Did Viking moms ever feel compelled to warn their swordplay-loving kids that, sure, it’s all fun and games until somebody puts an eye out?

If not, they should have, because even simulated Viking swordplay can be fraught with ocular peril, if a workshop at Lorenzi Park on Saturday was any indication.

The free “Learn to Fight Like a Viking” event was sponsored by the Vegas Viking Lodge of the Sons of Norway, a nonprofit group that promotes Norwegian and Scandinavian culture. And thanks to the instruction offered by Rick Mikkelsen, an experienced sword-fighting choreographer, and lodge president Erik Pappa, not a single eye was lost.

Pappa said the event is part of the group’s outreach efforts, which also include visiting schools, appearing in re-enactments and participating in such events as Renaissance fairs and pirate festivals.
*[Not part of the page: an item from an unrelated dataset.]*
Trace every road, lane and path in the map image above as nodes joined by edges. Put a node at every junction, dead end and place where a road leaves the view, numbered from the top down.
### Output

“It’s a lot of fun, and people are enthralled with Vikings,” Pappa says. “And we try to keep it authentic. So you’re not going to find us wearing horns on our helmets. We try to be as historically accurate as we can.”

Using wooden swords and wearing heavy metal helmets that quickly warmed in the morning sun, workshop participants learned six basic strokes. Combine those strokes with steps forward or back, or change the order in which each stroke is delivered, and a pretty realistic-looking faux sword fight can follow.
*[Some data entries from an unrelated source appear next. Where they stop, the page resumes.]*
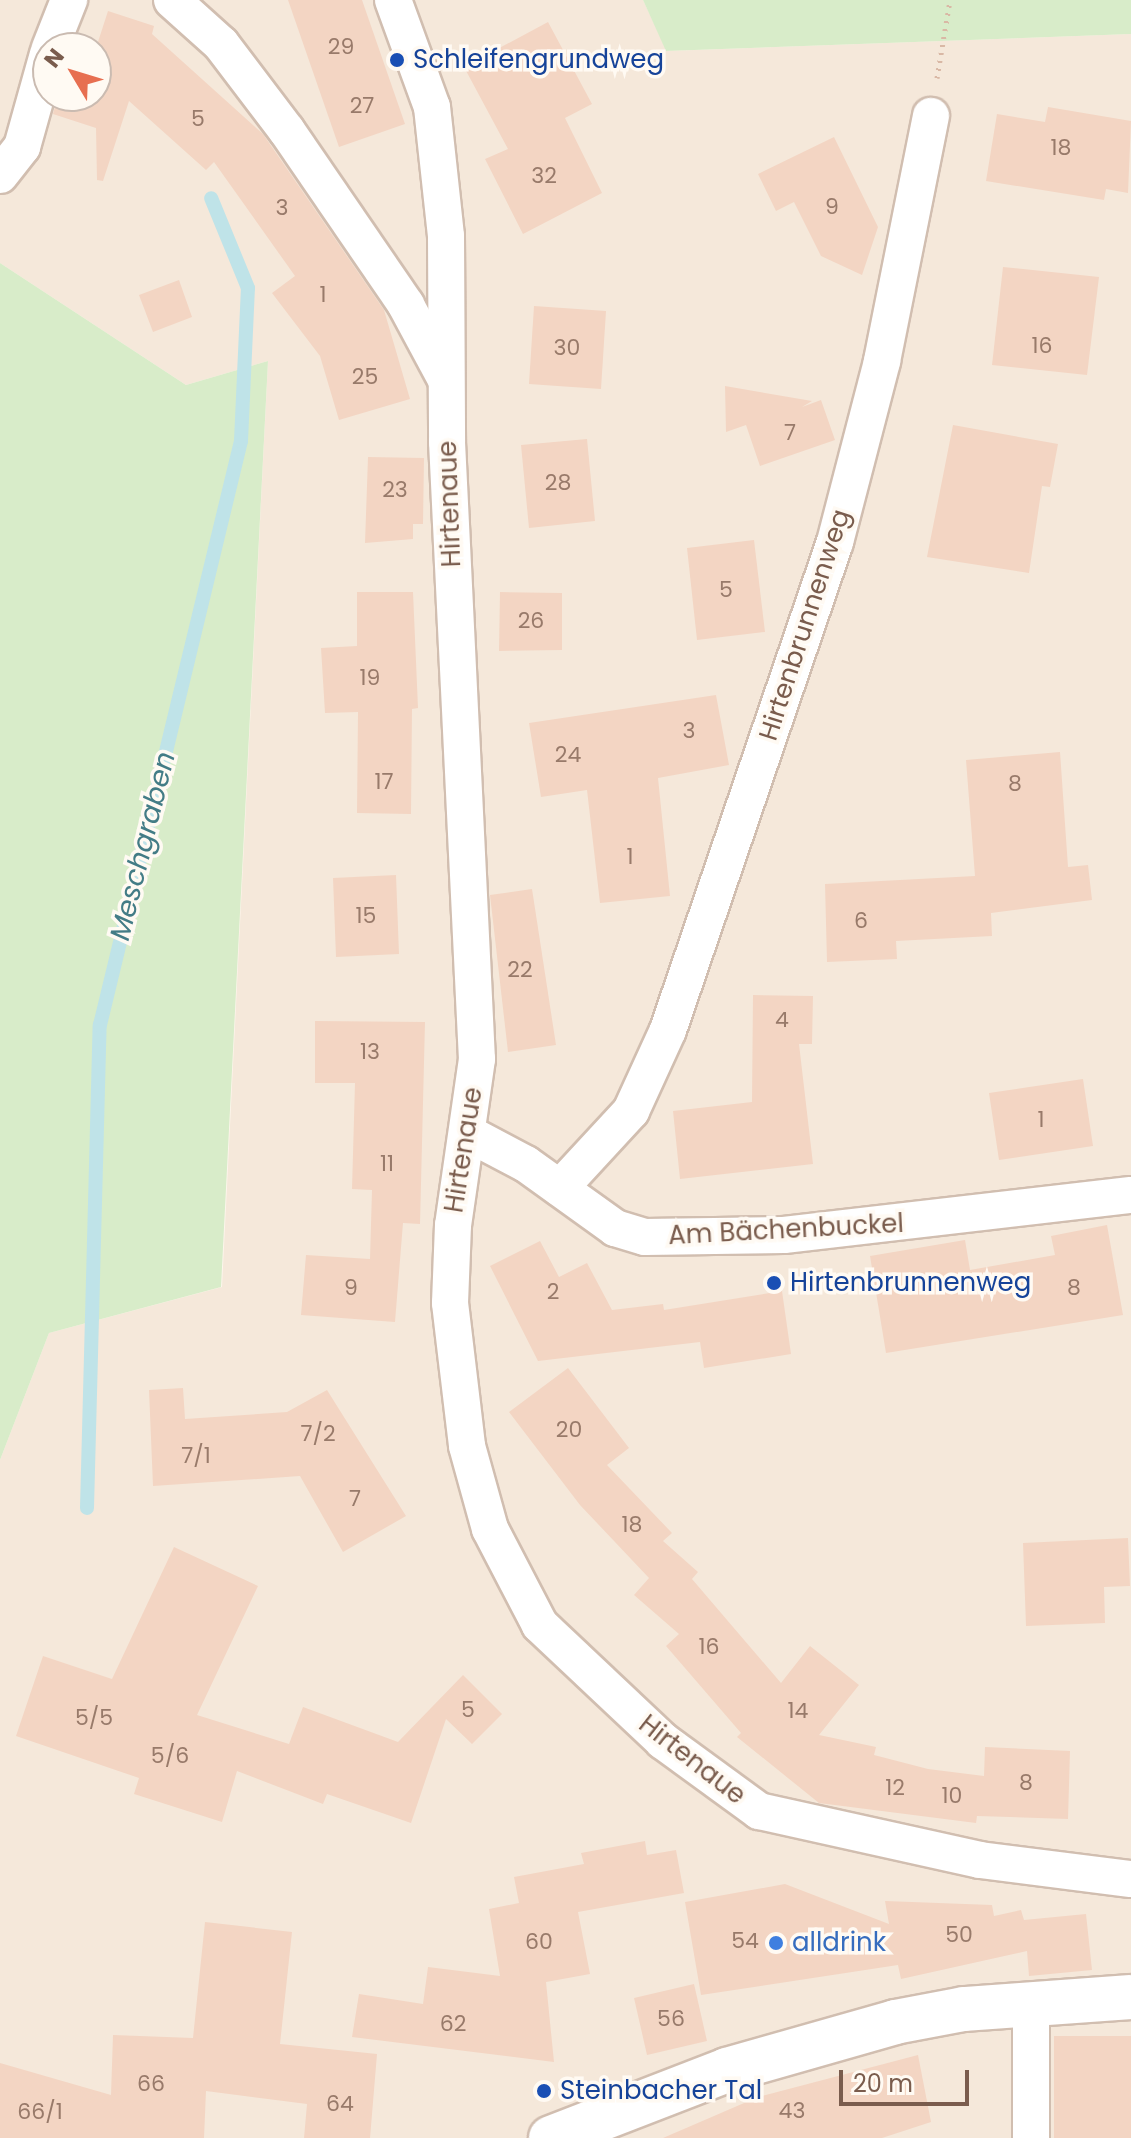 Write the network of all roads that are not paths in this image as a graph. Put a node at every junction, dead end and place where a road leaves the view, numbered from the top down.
1 (69, 0) edge
2 (172, 0) edge
3 (393, 0) edge
4 (56, 32) edge
5 (32, 111) edge
6 (931, 116) road end
7 (0, 175) edge
8 (447, 381) junction
9 (469, 1134) junction
10 (560, 1188) junction
11 (1131, 1195) edge
12 (1131, 1879) edge
13 (1131, 1997) edge
14 (1031, 2003) junction
15 (551, 2138) edge
16 (1031, 2138) edge

1 - 4 street
2 - 8 street
3 - 8 street, Hirtenaue
5 - 7 street
6 - 10 street, Hirtenbrunnenweg
8 - 9 street, Hirtenaue
9 - 10 street, Am Bächenbuckel
9 - 12 street, Hirtenaue
10 - 11 street, Am Bächenbuckel
13 - 14 main road
14 - 15 main road
14 - 16 street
Participants also learned some fascinating tidbits of Viking culture and history. For instance, Mikkelsen said, wool was Vikings’ fabric of choice — although linen worked its way into Viking attire later on — and Vikings’ round shields often featured patterns that would help to direct an opponents’ eye, and thrusts, to the shield’s reinforced center.
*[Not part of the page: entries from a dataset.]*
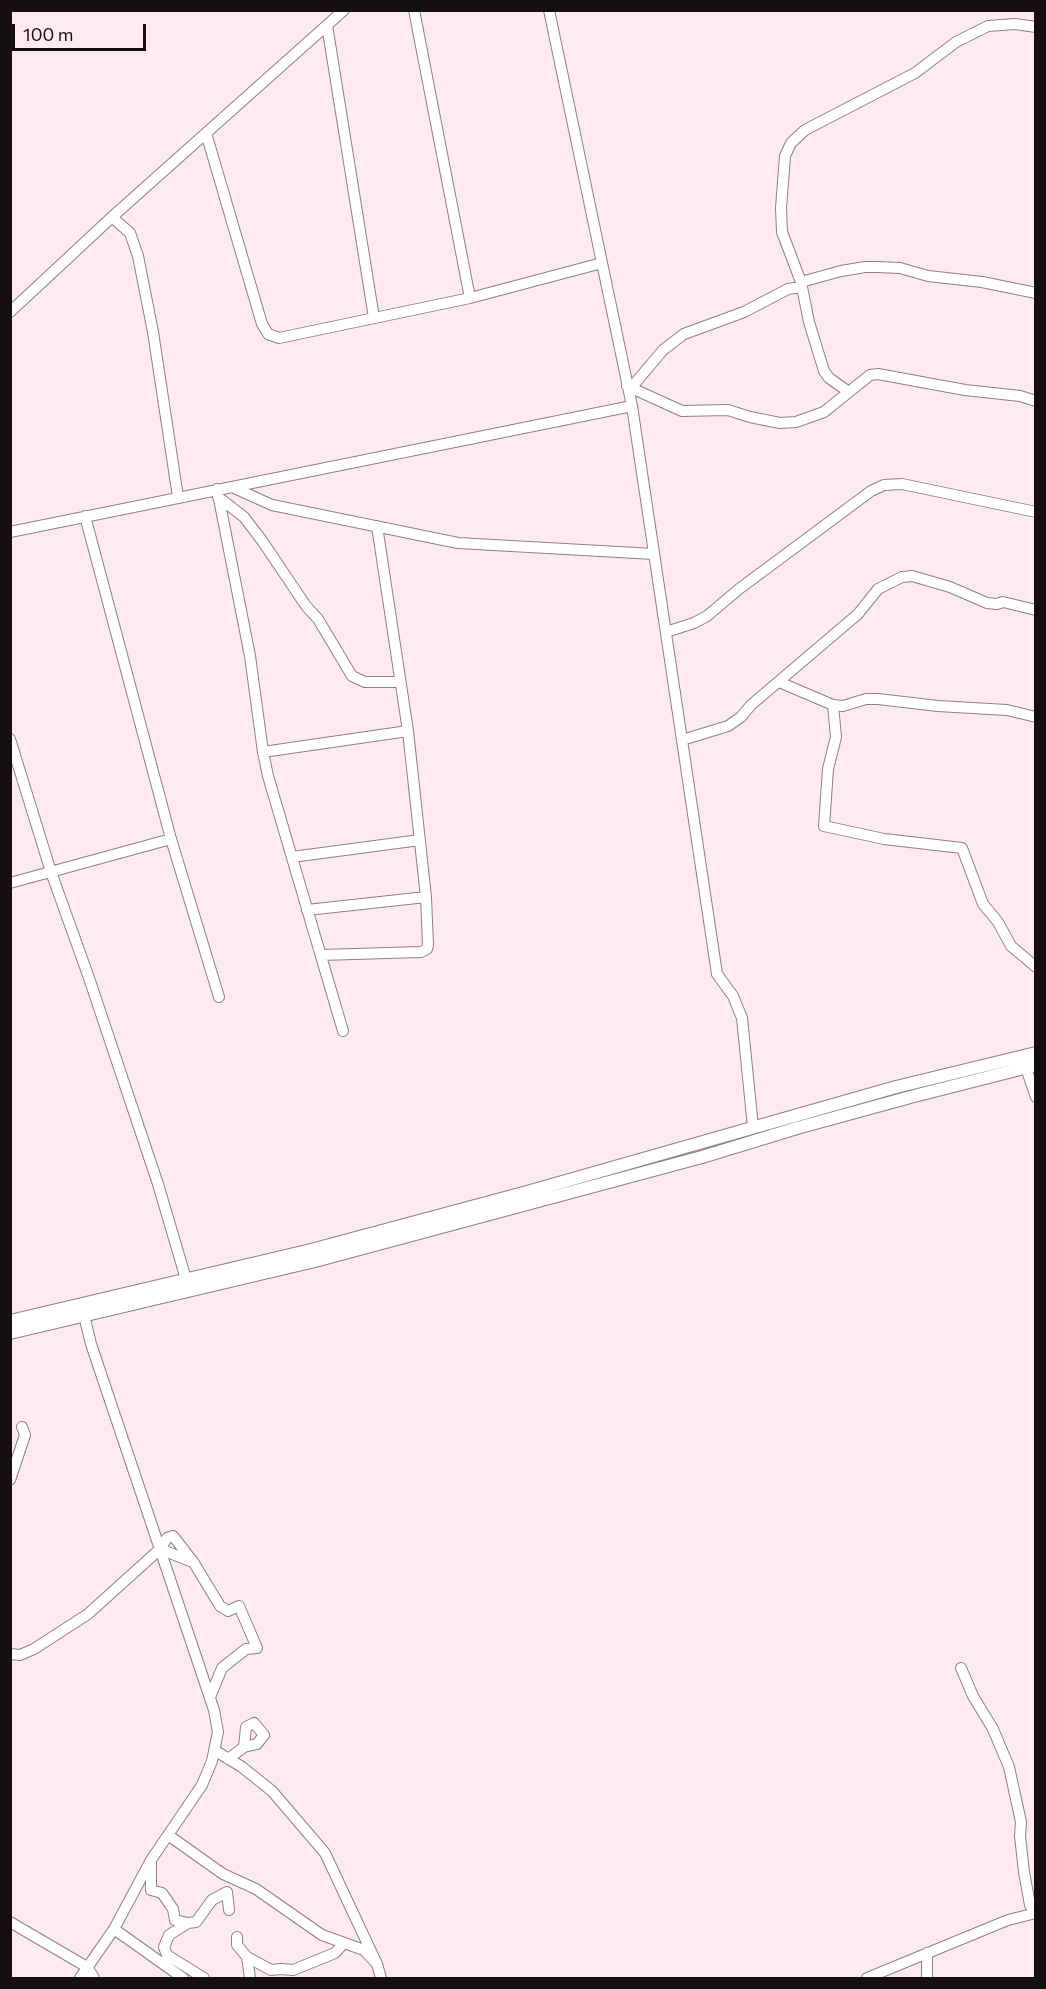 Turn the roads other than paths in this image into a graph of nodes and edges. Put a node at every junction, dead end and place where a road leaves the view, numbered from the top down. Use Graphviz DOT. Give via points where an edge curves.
graph roads {
  1 [pos="344,10"];
  2 [pos="414,10"];
  3 [pos="549,10"];
  4 [pos="327,26"];
  5 [pos="1035,27"];
  6 [pos="206,133"];
  7 [pos="112,217"];
  8 [pos="602,263"];
  9 [pos="801,284"];
  10 [pos="1035,293"];
  11 [pos="470,298"];
  12 [pos="10,312"];
  13 [pos="374,318"];
  14 [pos="629,387"];
  15 [pos="849,392"];
  16 [pos="1035,401"];
  17 [pos="632,406"];
  18 [pos="232,486"];
  19 [pos="218,493"];
  20 [pos="178,497"];
  21 [pos="1035,513"];
  22 [pos="85,516"];
  23 [pos="377,526"];
  24 [pos="10,532"];
  25 [pos="654,554"];
  26 [pos="1035,610"];
  27 [pos="666,632"];
  28 [pos="400,682"];
  29 [pos="779,682"];
  30 [pos="833,705"];
  31 [pos="1035,717"];
  32 [pos="408,731"];
  33 [pos="10,738"];
  34 [pos="682,740"];
  35 [pos="263,752"];
  36 [pos="171,839"];
  37 [pos="420,840"];
  38 [pos="292,857"];
  39 [pos="51,872"];
  40 [pos="10,882"];
  41 [pos="426,897"];
  42 [pos="308,910"];
  43 [pos="321,955"];
  44 [pos="1035,967"];
  45 [pos="219,997"];
  46 [pos="343,1031"];
  47 [pos="1035,1053"];
  48 [pos="1031,1067"];
  49 [pos="1035,1097"];
  50 [pos="753,1127"];
  51 [pos="188,1285"];
  52 [pos="84,1315"];
  53 [pos="10,1321"];
  54 [pos="10,1333"];
  55 [pos="22,1427"];
  56 [pos="10,1480"];
  57 [pos="160,1549"];
  58 [pos="194,1563"];
  59 [pos="10,1654"];
  60 [pos="961,1668"];
  61 [pos="210,1697"];
  62 [pos="244,1747"];
  63 [pos="214,1750"];
  64 [pos="228,1759"];
  65 [pos="168,1835"];
  66 [pos="151,1860"];
  67 [pos="229,1910"];
  68 [pos="1035,1913"];
  69 [pos="10,1922"];
  70 [pos="188,1923"];
  71 [pos="114,1929"];
  72 [pos="237,1937"];
  73 [pos="344,1943"];
  74 [pos="927,1953"];
  75 [pos="247,1957"];
  76 [pos="377,1964"];
  77 [pos="87,1967"];
  78 [pos="872,1977"];
  79 [pos="80,1978"];
  80 [pos="94,1978"];
  81 [pos="183,1978"];
  82 [pos="204,1978"];
  83 [pos="250,1978"];
  84 [pos="381,1978"];
  85 [pos="927,1978"];
  1 -- 4 [label="street"];
  2 -- 11 [label="street"];
  3 -- 8 [label="street"];
  4 -- 6 [label="street"];
  4 -- 13 [label="street"];
  5 -- 9 [label="street" via="988,26 956,42 915,73 797,136 785,156 781,219"];
  6 -- 7 [label="street"];
  6 -- 13 [label="street" via="268,334 279,338"];
  7 -- 12 [label="street"];
  7 -- 20 [label="street" via="130,233 138,256"];
  8 -- 11 [label="street"];
  8 -- 14 [label="street"];
  9 -- 10 [label="street" via="841,271 877,267"];
  9 -- 14 [label="street" via="744,312 684,334 663,350"];
  9 -- 15 [label="street" via="824,371"];
  11 -- 13 [label="street"];
  14 -- 15 [label="street" via="682,411 728,410 780,423 824,412"];
  14 -- 17 [label="street"];
  15 -- 16 [label="street" via="870,375 878,374"];
  17 -- 18 [label="street"];
  17 -- 25 [label="street"];
  18 -- 19 [label="street"];
  18 -- 23 [label="street" via="272,505"];
  19 -- 20 [label="street"];
  19 -- 28 [label="street" via="263,542 318,619 352,676 365,682"];
  19 -- 35 [label="street"];
  20 -- 22 [label="street"];
  21 -- 27 [label="street" via="902,484 884,485 707,616"];
  22 -- 24 [label="street"];
  22 -- 36 [label="street"];
  23 -- 25 [label="street" via="458,543"];
  23 -- 28 [label="street"];
  25 -- 27 [label="street"];
  26 -- 29 [label="street" via="1003,602 987,603 950,587 912,576 902,577 878,589 858,614"];
  27 -- 34 [label="street"];
  28 -- 32 [label="street"];
  29 -- 30 [label="street"];
  29 -- 34 [label="street" via="728,726"];
  30 -- 31 [label="street" via="878,699 1007,710"];
  30 -- 44 [label="street" via="836,737 828,769 824,826 884,839 962,848 983,904 1011,946"];
  32 -- 35 [label="street"];
  32 -- 37 [label="street"];
  33 -- 39 [label="street"];
  34 -- 50 [label="street" via="717,974 733,996 742,1018"];
  35 -- 38 [label="street"];
  36 -- 39 [label="street"];
  36 -- 45 [label="street"];
  37 -- 38 [label="street"];
  37 -- 41 [label="street"];
  38 -- 42 [label="street"];
  39 -- 40 [label="street"];
  39 -- 51 [label="street" via="122,1075"];
  41 -- 42 [label="street"];
  41 -- 43 [label="street" via="427,949"];
  42 -- 43 [label="street"];
  43 -- 46 [label="street"];
  47 -- 50 [label="main road"];
  48 -- 49 [label="street"];
  48 -- 51 [label="main road" via="315,1261"];
  50 -- 51 [label="main road"];
  51 -- 52 [label="main road"];
  51 -- 53 [label="main road"];
  52 -- 54 [label="main road"];
  52 -- 57 [label="street"];
  55 -- 56 [label="street" via="25,1435"];
  57 -- 58 [label="street"];
  57 -- 58 [label="street" via="173,1536"];
  57 -- 59 [label="street" via="88,1614 34,1648 20,1655"];
  57 -- 61 [label="street"];
  58 -- 61 [label="street" via="220,1606 228,1611 239,1606 257,1648 246,1649 222,1668"];
  60 -- 68 [label="street" via="1009,1767 1021,1822 1024,1872"];
  61 -- 63 [label="street" via="218,1732"];
  62 -- 64 [label="street"];
  63 -- 64 [label="street"];
  63 -- 65 [label="street" via="202,1785"];
  64 -- 76 [label="street" via="272,1791 325,1853"];
  65 -- 66 [label="street"];
  65 -- 73 [label="street" via="322,1935"];
  66 -- 70 [label="street" via="151,1890 162,1893 175,1920"];
  66 -- 71 [label="street"];
  67 -- 70 [label="street" via="227,1892 212,1900 196,1922"];
  68 -- 74 [label="street"];
  69 -- 77 [label="street"];
  70 -- 82 [label="street" via="169,1935 164,1947 166,1955"];
  71 -- 77 [label="street"];
  71 -- 81 [label="street"];
  72 -- 75 [label="street" via="237,1945"];
  73 -- 75 [label="street" via="335,1953 293,1970 271,1970"];
  73 -- 76 [label="street" via="364,1950"];
  74 -- 78 [label="street"];
  74 -- 85 [label="street"];
  75 -- 83 [label="street"];
  76 -- 84 [label="street"];
  77 -- 79 [label="street"];
  77 -- 80 [label="street"];
}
Another possible bit of Viking trivia: The Vikings must have been ridiculously fit. The steel sword Mikkelsen uses in stage battles weighs about 5 pounds, his shield weighs 7 or 8, and his helmet weighs about 12 pounds. Add to all of that chain mail, a battle ax on the belt and other sartorial touches and wearable weaponry, and even a short sword fight would be the equivalent of a most challenging gym workout.

“You need a squire, man,” Nivia Balsera suggested as Mikkelsen geared up. Balsera saw a piece about the workshop on TV and was intrigued. Also, “the weather was going to be good, and I try to get out and do stuff before it gets too hot.”

It was Balsera’s first foray into Viking sword-fighting. “It was pretty cool,” she said, adding that the mental part of pretend fighting was surprisingly tricky because “there’s so much to remember.”

Fellow Viking combat beginner Doug Kittelson said that while the physical movements required became tiring — he particularly felt the strain of wielding a sword in his wrist and hand after a few bouts — trying to keep the correct sequences of moves also proved challenging.

Pappa said the Vegas Viking Lodge currently has about 120 members and is looking for more. In fact, he said, “you don’t have to be Scandinavian to be a member.”

The lodge — which even has its own boat — participates in a number of parades and community events. “What we’re trying to do is build this Viking corps so we can have a bigger impact in the community,” Pappa said.